Extract the data exactly, missing nothing.

++++++

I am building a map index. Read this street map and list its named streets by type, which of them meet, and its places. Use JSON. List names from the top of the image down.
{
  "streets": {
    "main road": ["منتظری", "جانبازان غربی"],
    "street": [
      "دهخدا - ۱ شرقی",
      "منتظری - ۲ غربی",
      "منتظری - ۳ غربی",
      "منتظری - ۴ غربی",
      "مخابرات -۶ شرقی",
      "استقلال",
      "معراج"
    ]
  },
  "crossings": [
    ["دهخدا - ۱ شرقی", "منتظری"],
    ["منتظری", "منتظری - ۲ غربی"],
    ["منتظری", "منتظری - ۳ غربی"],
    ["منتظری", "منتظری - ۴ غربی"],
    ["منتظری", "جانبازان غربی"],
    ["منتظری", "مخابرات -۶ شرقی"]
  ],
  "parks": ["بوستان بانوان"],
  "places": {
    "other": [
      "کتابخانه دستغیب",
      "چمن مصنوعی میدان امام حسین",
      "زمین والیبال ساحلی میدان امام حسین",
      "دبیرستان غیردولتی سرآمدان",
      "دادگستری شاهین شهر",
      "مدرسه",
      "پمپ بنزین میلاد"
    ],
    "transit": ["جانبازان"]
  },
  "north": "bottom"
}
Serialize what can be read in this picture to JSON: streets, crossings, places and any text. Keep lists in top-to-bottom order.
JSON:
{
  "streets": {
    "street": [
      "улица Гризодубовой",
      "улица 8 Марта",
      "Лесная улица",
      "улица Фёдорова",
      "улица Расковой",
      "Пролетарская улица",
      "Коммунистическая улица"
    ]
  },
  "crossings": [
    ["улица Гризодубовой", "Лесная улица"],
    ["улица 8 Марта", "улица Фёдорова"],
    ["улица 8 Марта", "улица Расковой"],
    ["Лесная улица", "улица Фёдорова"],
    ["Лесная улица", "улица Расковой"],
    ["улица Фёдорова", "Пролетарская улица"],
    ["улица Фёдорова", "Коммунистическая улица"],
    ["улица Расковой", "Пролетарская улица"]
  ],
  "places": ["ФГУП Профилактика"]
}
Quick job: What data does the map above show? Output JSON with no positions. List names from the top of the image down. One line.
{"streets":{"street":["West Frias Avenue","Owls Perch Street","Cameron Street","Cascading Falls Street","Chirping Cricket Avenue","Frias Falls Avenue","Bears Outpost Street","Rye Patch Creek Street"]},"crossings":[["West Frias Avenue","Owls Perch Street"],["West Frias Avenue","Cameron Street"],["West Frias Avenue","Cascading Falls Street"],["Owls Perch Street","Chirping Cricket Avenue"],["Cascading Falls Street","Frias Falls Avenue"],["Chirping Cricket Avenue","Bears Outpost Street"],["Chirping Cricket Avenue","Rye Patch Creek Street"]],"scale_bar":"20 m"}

++++++

Task output:
I am building a map index. Read this street map and list its named streets by type, which of them meet, and its places. Use JSON. List names from the top of the image down.
{
  "streets": {
    "main road": ["منتظری", "جانبازان غربی"],
    "street": [
      "دهخدا - ۱ شرقی",
      "منتظری - ۲ غربی",
      "منتظری - ۳ غربی",
      "منتظری - ۴ غربی",
      "مخابرات -۶ شرقی",
      "استقلال",
      "معراج"
    ]
  },
  "crossings": [
    ["دهخدا - ۱ شرقی", "منتظری"],
    ["منتظری", "منتظری - ۲ غربی"],
    ["منتظری", "منتظری - ۳ غربی"],
    ["منتظری", "منتظری - ۴ غربی"],
    ["منتظری", "جانبازان غربی"],
    ["منتظری", "مخابرات -۶ شرقی"]
  ],
  "parks": ["بوستان بانوان"],
  "places": {
    "other": [
      "کتابخانه دستغیب",
      "چمن مصنوعی میدان امام حسین",
      "زمین والیبال ساحلی میدان امام حسین",
      "دبیرستان غیردولتی سرآمدان",
      "دادگستری شاهین شهر",
      "مدرسه",
      "پمپ بنزین میلاد"
    ],
    "transit": ["جانبازان"]
  },
  "north": "bottom"
}
Serialize what can be read in this picture to JSON: streets, crossings, places and any text. Keep lists in top-to-bottom order.
JSON:
{
  "streets": {
    "street": [
      "улица Гризодубовой",
      "улица 8 Марта",
      "Лесная улица",
      "улица Фёдорова",
      "улица Расковой",
      "Пролетарская улица",
      "Коммунистическая улица"
    ]
  },
  "crossings": [
    ["улица Гризодубовой", "Лесная улица"],
    ["улица 8 Марта", "улица Фёдорова"],
    ["улица 8 Марта", "улица Расковой"],
    ["Лесная улица", "улица Фёдорова"],
    ["Лесная улица", "улица Расковой"],
    ["улица Фёдорова", "Пролетарская улица"],
    ["улица Фёдорова", "Коммунистическая улица"],
    ["улица Расковой", "Пролетарская улица"]
  ],
  "places": ["ФГУП Профилактика"]
}
Quick job: What data does the map above show? Output JSON with no positions. List names from the top of the image down. One line.
{"streets":{"street":["West Frias Avenue","Owls Perch Street","Cameron Street","Cascading Falls Street","Chirping Cricket Avenue","Frias Falls Avenue","Bears Outpost Street","Rye Patch Creek Street"]},"crossings":[["West Frias Avenue","Owls Perch Street"],["West Frias Avenue","Cameron Street"],["West Frias Avenue","Cascading Falls Street"],["Owls Perch Street","Chirping Cricket Avenue"],["Cascading Falls Street","Frias Falls Avenue"],["Chirping Cricket Avenue","Bears Outpost Street"],["Chirping Cricket Avenue","Rye Patch Creek Street"]],"scale_bar":"20 m"}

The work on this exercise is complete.